Iveta Radicova ist Soziologie-Professorin und war für zwei Jahre Premierministerin der Slowakei. Eine Frau ohne Skandale, die als Hoffnungsträgerin galt, sich aber nicht durchsetzen konnte. Heute arbeitet sie wieder an der Uni und versucht, die Gesellschaft von der anderen Seite aus zu verbessern.

Von Kilian Kirchgeßner | 14.09.2018
    Die Soziologie-Professorin und ehemalige slowakische Premierministerin Iveta Radicova in ihrem Büro an der Uni in Bratislava
    Die Soziologie-Professorin und ehemalige slowakische Premierministerin Iveta Radicova bekommt viel Post von Bürgern, die sie zur Rückkehr in die Politik auffordern (Deutschlandradio/ Kilian Kirchgeßner)
    Die Wände im Foyer der Universität sind von oben bis unten beklebt. Iveta Radicova zeigt auf die Papierbögen, die hier einer neben dem anderen hängen:
    "Das ist eine Aktion unserer Studenten. Sie sprachen mich an mit der Idee, eine komplette Ausstellung aller Texte zu veranstalten, die Jan Kuciak veröffentlicht hat. Dazu kommen Fotos von allen Aktionen, die zu seinen Ehren stattfinden.
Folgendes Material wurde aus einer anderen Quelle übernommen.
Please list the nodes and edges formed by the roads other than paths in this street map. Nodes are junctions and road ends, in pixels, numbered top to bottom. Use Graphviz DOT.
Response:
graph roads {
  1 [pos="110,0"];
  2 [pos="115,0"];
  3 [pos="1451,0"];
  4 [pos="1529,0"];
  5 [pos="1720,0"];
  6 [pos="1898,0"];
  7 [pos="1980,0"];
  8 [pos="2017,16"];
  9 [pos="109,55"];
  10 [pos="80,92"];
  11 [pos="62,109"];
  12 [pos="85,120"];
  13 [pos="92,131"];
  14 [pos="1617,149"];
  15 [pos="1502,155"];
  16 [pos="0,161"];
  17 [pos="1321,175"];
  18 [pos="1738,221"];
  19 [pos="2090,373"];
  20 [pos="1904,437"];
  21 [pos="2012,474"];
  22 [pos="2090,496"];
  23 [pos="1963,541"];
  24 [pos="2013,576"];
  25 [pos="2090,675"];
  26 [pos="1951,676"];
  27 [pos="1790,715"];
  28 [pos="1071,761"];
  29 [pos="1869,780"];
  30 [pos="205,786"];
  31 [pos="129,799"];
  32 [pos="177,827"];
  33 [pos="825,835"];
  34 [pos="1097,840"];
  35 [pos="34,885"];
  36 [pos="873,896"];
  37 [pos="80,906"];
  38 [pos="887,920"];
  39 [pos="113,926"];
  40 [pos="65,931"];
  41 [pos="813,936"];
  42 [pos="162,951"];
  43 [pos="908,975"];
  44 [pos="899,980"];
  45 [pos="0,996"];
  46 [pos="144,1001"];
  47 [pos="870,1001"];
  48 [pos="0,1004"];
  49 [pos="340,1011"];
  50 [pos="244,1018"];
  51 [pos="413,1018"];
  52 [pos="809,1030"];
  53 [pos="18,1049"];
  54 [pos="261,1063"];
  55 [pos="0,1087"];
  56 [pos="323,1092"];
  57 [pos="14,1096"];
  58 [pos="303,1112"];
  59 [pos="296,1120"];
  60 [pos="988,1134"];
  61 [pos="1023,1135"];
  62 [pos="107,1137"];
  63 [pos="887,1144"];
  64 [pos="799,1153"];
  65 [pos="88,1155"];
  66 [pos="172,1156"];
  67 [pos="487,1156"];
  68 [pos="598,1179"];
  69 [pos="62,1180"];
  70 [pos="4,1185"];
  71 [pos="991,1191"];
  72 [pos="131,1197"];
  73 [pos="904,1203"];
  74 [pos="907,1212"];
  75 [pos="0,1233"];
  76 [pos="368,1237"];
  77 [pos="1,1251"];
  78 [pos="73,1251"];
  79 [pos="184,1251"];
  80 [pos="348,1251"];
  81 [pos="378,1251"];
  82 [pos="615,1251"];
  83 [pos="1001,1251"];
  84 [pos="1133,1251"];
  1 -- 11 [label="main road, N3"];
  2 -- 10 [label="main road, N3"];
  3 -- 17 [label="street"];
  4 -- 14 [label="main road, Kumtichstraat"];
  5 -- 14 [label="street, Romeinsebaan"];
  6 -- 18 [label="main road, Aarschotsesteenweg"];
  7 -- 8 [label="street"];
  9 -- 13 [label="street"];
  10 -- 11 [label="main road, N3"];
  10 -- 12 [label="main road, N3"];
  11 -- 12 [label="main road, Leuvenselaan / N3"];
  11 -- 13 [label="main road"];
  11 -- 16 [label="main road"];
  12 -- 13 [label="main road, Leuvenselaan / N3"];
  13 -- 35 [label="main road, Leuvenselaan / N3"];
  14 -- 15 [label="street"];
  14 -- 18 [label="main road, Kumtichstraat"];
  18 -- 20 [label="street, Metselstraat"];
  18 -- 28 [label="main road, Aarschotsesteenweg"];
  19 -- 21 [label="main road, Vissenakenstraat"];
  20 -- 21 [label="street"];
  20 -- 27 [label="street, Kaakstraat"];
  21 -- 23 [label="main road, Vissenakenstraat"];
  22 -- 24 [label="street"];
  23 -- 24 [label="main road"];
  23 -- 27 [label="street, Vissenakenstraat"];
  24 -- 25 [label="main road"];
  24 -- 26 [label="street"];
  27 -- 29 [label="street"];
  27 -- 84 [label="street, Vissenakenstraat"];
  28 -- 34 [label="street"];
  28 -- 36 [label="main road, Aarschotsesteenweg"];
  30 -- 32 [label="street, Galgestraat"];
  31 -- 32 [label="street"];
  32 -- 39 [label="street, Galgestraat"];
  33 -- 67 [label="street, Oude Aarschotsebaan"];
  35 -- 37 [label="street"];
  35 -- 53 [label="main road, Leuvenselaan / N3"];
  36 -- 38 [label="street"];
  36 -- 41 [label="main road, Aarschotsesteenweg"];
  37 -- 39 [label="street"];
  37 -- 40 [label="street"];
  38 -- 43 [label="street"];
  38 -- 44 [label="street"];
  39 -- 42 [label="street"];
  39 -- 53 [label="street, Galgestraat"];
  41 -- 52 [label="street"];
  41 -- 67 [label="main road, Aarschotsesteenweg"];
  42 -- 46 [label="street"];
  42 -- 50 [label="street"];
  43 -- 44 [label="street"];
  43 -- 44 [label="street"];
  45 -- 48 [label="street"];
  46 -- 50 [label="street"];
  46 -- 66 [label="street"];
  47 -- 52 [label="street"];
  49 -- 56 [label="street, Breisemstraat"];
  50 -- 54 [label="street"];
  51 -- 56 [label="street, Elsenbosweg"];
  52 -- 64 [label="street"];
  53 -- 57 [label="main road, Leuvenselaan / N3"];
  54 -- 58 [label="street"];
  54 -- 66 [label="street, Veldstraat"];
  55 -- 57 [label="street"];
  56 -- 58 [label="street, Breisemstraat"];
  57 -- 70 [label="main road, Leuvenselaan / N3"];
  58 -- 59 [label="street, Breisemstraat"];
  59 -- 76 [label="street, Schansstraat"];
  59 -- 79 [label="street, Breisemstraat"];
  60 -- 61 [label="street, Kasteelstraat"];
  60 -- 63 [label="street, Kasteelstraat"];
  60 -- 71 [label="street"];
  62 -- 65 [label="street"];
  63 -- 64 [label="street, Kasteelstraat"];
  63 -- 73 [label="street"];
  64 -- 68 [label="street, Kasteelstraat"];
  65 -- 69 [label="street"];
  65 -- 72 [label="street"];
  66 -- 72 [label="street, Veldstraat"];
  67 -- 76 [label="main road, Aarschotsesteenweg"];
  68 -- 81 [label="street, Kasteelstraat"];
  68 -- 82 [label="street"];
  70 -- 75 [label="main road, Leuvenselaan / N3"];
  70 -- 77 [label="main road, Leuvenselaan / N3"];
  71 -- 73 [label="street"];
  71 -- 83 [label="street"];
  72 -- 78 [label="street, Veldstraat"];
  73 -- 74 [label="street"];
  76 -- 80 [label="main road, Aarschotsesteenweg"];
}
Ich habe den Eindruck, dass die Geschehnisse die Studenten verändert haben: Sie sind reifer geworden, von einem Tag auf den anderen."
    Dieser Beitrag gehört zur fünfteiligen Reportagereihe "Getroffene Slowakei - Ein Land kämpft für mehr Anstand" in der Sendung "Gesichter Europas".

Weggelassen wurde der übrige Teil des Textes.